§ Dataset extract:
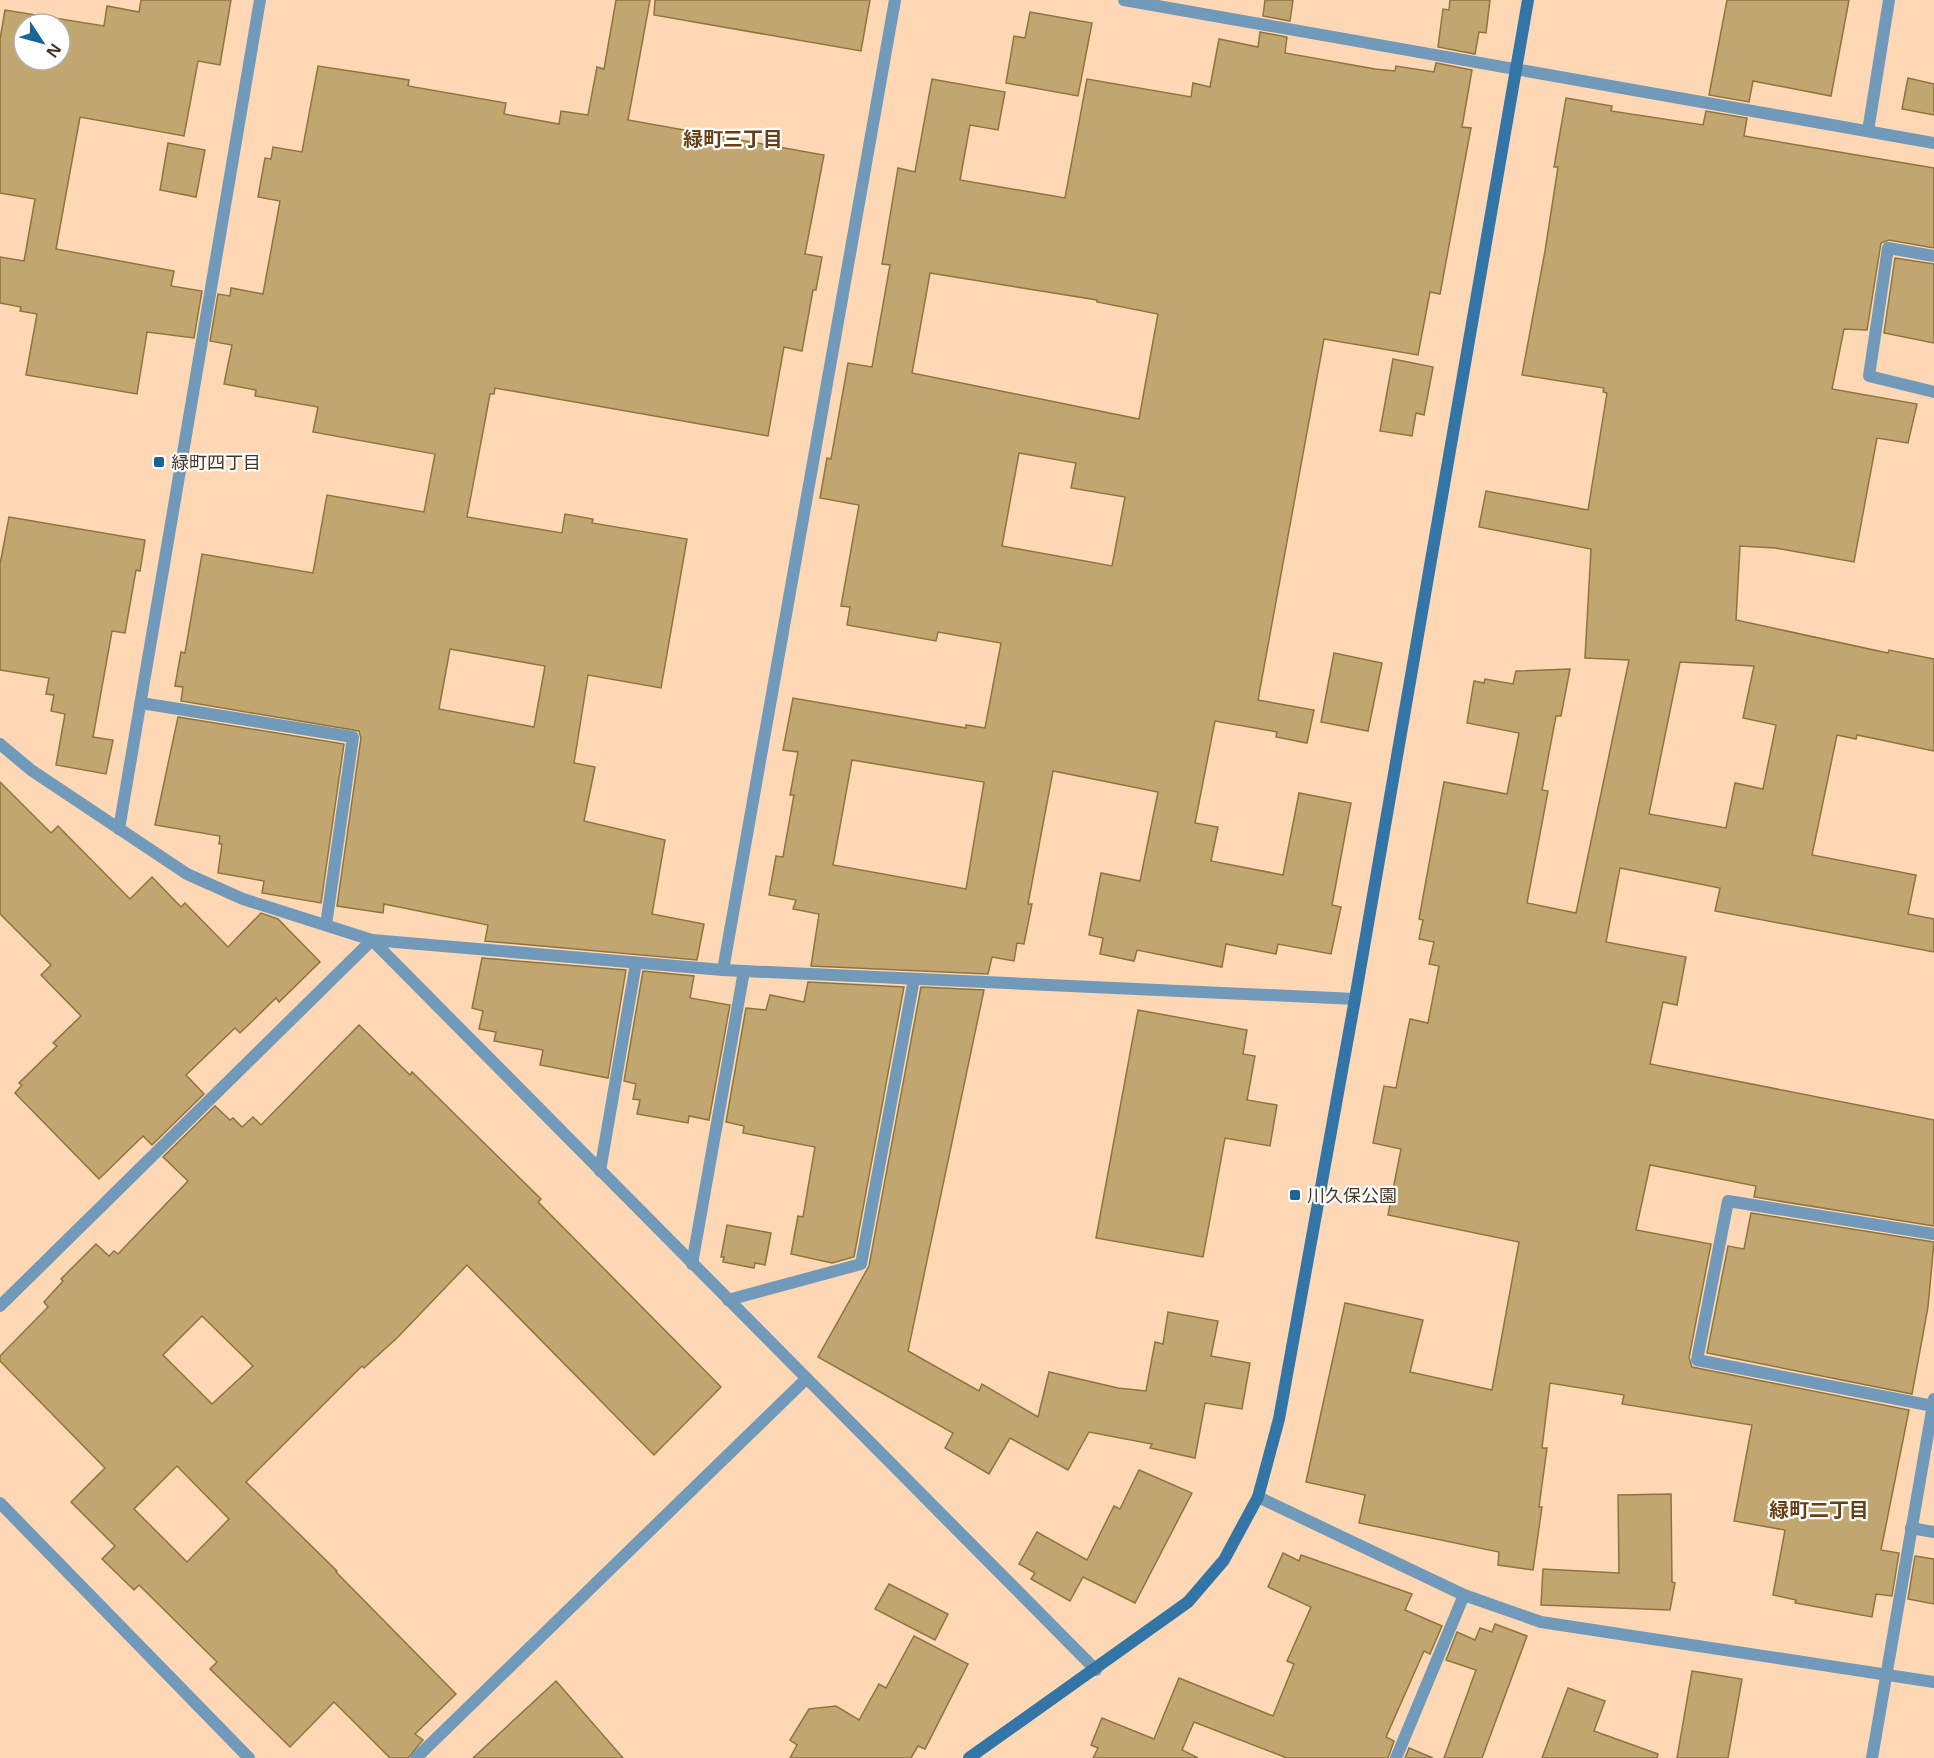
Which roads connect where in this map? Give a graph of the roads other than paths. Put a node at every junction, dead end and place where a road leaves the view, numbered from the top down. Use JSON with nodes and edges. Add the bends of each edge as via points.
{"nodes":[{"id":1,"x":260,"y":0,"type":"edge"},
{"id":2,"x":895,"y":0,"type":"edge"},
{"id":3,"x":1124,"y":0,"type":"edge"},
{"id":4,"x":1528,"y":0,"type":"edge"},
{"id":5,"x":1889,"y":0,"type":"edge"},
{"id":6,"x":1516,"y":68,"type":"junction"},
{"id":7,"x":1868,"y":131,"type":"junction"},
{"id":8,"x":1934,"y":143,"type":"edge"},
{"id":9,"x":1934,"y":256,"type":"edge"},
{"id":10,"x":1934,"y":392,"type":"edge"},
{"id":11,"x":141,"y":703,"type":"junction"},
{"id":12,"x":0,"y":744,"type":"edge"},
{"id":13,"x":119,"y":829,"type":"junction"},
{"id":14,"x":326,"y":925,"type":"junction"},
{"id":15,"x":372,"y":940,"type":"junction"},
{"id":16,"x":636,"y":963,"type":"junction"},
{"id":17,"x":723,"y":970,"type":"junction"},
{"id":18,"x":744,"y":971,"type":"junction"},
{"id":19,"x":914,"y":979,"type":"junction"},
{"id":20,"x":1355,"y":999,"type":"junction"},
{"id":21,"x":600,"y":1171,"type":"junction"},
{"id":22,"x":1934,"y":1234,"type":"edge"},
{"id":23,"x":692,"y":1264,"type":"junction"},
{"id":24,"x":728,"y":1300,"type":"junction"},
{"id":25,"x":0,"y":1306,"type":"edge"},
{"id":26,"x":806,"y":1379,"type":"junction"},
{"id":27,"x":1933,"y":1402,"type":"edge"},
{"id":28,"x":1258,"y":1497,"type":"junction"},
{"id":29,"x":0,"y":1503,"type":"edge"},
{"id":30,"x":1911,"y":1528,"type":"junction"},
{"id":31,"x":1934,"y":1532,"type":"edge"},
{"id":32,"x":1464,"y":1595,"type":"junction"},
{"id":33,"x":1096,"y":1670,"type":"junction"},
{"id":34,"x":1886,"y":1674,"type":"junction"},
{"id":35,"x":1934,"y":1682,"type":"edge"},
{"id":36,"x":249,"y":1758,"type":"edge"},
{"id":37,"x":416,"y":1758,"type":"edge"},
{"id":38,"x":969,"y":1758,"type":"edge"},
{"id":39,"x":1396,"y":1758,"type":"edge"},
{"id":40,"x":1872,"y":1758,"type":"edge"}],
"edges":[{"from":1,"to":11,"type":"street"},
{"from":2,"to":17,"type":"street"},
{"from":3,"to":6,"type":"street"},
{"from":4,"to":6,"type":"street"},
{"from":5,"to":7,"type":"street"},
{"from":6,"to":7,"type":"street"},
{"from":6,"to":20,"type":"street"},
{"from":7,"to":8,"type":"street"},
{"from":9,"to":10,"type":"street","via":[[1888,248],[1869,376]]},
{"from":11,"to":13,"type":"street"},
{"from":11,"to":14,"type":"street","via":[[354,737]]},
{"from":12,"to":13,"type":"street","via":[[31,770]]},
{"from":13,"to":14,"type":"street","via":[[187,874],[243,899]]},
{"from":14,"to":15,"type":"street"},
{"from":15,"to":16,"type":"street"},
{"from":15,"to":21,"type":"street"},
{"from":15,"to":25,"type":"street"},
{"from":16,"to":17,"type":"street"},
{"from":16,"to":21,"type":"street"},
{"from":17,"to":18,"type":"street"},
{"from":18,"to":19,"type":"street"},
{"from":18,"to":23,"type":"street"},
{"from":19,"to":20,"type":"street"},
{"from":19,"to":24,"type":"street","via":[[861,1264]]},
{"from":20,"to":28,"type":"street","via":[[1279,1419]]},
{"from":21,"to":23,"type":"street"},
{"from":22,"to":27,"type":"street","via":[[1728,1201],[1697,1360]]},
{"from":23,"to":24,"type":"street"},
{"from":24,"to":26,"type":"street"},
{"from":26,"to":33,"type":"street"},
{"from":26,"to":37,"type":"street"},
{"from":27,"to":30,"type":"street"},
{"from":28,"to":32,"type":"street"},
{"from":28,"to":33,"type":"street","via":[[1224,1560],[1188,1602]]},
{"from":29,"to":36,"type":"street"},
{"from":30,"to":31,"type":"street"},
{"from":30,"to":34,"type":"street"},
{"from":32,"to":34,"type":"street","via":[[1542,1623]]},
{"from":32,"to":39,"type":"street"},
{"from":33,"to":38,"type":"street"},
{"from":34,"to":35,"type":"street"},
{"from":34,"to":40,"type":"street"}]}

§ Action item: Give every line above again exactly, omitting whatever pictures appear.

§ Solved exercise:
Which roads connect where in this map? Give a graph of the roads other than paths. Put a node at every junction, dead end and place where a road leaves the view, numbered from the top down. Use JSON with nodes and edges. Add the bends of each edge as via points.
{"nodes":[{"id":1,"x":260,"y":0,"type":"edge"},
{"id":2,"x":895,"y":0,"type":"edge"},
{"id":3,"x":1124,"y":0,"type":"edge"},
{"id":4,"x":1528,"y":0,"type":"edge"},
{"id":5,"x":1889,"y":0,"type":"edge"},
{"id":6,"x":1516,"y":68,"type":"junction"},
{"id":7,"x":1868,"y":131,"type":"junction"},
{"id":8,"x":1934,"y":143,"type":"edge"},
{"id":9,"x":1934,"y":256,"type":"edge"},
{"id":10,"x":1934,"y":392,"type":"edge"},
{"id":11,"x":141,"y":703,"type":"junction"},
{"id":12,"x":0,"y":744,"type":"edge"},
{"id":13,"x":119,"y":829,"type":"junction"},
{"id":14,"x":326,"y":925,"type":"junction"},
{"id":15,"x":372,"y":940,"type":"junction"},
{"id":16,"x":636,"y":963,"type":"junction"},
{"id":17,"x":723,"y":970,"type":"junction"},
{"id":18,"x":744,"y":971,"type":"junction"},
{"id":19,"x":914,"y":979,"type":"junction"},
{"id":20,"x":1355,"y":999,"type":"junction"},
{"id":21,"x":600,"y":1171,"type":"junction"},
{"id":22,"x":1934,"y":1234,"type":"edge"},
{"id":23,"x":692,"y":1264,"type":"junction"},
{"id":24,"x":728,"y":1300,"type":"junction"},
{"id":25,"x":0,"y":1306,"type":"edge"},
{"id":26,"x":806,"y":1379,"type":"junction"},
{"id":27,"x":1933,"y":1402,"type":"edge"},
{"id":28,"x":1258,"y":1497,"type":"junction"},
{"id":29,"x":0,"y":1503,"type":"edge"},
{"id":30,"x":1911,"y":1528,"type":"junction"},
{"id":31,"x":1934,"y":1532,"type":"edge"},
{"id":32,"x":1464,"y":1595,"type":"junction"},
{"id":33,"x":1096,"y":1670,"type":"junction"},
{"id":34,"x":1886,"y":1674,"type":"junction"},
{"id":35,"x":1934,"y":1682,"type":"edge"},
{"id":36,"x":249,"y":1758,"type":"edge"},
{"id":37,"x":416,"y":1758,"type":"edge"},
{"id":38,"x":969,"y":1758,"type":"edge"},
{"id":39,"x":1396,"y":1758,"type":"edge"},
{"id":40,"x":1872,"y":1758,"type":"edge"}],
"edges":[{"from":1,"to":11,"type":"street"},
{"from":2,"to":17,"type":"street"},
{"from":3,"to":6,"type":"street"},
{"from":4,"to":6,"type":"street"},
{"from":5,"to":7,"type":"street"},
{"from":6,"to":7,"type":"street"},
{"from":6,"to":20,"type":"street"},
{"from":7,"to":8,"type":"street"},
{"from":9,"to":10,"type":"street","via":[[1888,248],[1869,376]]},
{"from":11,"to":13,"type":"street"},
{"from":11,"to":14,"type":"street","via":[[354,737]]},
{"from":12,"to":13,"type":"street","via":[[31,770]]},
{"from":13,"to":14,"type":"street","via":[[187,874],[243,899]]},
{"from":14,"to":15,"type":"street"},
{"from":15,"to":16,"type":"street"},
{"from":15,"to":21,"type":"street"},
{"from":15,"to":25,"type":"street"},
{"from":16,"to":17,"type":"street"},
{"from":16,"to":21,"type":"street"},
{"from":17,"to":18,"type":"street"},
{"from":18,"to":19,"type":"street"},
{"from":18,"to":23,"type":"street"},
{"from":19,"to":20,"type":"street"},
{"from":19,"to":24,"type":"street","via":[[861,1264]]},
{"from":20,"to":28,"type":"street","via":[[1279,1419]]},
{"from":21,"to":23,"type":"street"},
{"from":22,"to":27,"type":"street","via":[[1728,1201],[1697,1360]]},
{"from":23,"to":24,"type":"street"},
{"from":24,"to":26,"type":"street"},
{"from":26,"to":33,"type":"street"},
{"from":26,"to":37,"type":"street"},
{"from":27,"to":30,"type":"street"},
{"from":28,"to":32,"type":"street"},
{"from":28,"to":33,"type":"street","via":[[1224,1560],[1188,1602]]},
{"from":29,"to":36,"type":"street"},
{"from":30,"to":31,"type":"street"},
{"from":30,"to":34,"type":"street"},
{"from":32,"to":34,"type":"street","via":[[1542,1623]]},
{"from":32,"to":39,"type":"street"},
{"from":33,"to":38,"type":"street"},
{"from":34,"to":35,"type":"street"},
{"from":34,"to":40,"type":"street"}]}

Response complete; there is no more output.